◆ Directions ◆
Report each line from the records where the string "roads" turns up.

◆ Dataset extract ◆
+ + + +

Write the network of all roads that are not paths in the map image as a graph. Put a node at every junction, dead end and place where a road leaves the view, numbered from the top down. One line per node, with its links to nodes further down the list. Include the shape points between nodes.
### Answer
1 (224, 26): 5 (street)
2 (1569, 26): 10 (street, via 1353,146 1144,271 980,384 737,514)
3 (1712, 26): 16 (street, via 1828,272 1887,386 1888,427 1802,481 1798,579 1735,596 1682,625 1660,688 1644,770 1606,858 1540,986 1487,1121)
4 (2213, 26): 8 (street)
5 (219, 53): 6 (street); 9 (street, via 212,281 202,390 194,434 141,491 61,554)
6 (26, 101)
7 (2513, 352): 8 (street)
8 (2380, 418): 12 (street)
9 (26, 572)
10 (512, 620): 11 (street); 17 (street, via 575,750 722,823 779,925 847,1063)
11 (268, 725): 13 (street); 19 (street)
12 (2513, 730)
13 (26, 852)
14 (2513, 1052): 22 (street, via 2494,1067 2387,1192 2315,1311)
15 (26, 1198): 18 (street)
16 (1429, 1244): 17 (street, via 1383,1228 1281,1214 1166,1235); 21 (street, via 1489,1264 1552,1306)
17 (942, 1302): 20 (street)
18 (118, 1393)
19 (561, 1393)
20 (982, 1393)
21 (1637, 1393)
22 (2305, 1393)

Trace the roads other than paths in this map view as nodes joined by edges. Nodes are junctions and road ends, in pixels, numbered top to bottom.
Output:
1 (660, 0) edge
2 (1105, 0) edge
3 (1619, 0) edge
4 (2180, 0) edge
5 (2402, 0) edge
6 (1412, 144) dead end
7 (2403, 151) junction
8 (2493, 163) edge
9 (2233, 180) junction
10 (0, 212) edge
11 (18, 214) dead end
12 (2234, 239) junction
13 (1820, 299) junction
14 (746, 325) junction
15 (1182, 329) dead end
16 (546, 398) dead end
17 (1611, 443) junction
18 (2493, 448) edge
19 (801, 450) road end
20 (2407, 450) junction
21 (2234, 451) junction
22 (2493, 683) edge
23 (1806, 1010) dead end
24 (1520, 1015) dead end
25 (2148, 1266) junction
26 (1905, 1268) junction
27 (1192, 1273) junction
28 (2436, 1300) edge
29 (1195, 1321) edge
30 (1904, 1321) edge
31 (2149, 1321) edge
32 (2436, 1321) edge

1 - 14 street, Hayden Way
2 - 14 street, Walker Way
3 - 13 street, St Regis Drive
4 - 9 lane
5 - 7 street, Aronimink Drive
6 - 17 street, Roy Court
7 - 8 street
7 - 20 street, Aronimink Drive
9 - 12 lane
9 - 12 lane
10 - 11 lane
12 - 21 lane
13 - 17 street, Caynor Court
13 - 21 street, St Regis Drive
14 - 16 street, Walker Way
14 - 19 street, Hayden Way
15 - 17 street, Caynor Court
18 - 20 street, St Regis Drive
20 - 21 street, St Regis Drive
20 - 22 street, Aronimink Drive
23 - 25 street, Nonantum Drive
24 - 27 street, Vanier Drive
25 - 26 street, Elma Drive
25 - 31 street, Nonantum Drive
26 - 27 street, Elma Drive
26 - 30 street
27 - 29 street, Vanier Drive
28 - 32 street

+ + + +

◆ Response box ◆
Write the network of all roads that are not paths in the map image as a graph. Put a node at every junction, dead end and place where a road leaves the view, numbered from the top down. One line per node, with its links to nodes further down the list. Include the shape points between nodes.
Trace the roads other than paths in this map view as nodes joined by edges. Nodes are junctions and road ends, in pixels, numbered top to bottom.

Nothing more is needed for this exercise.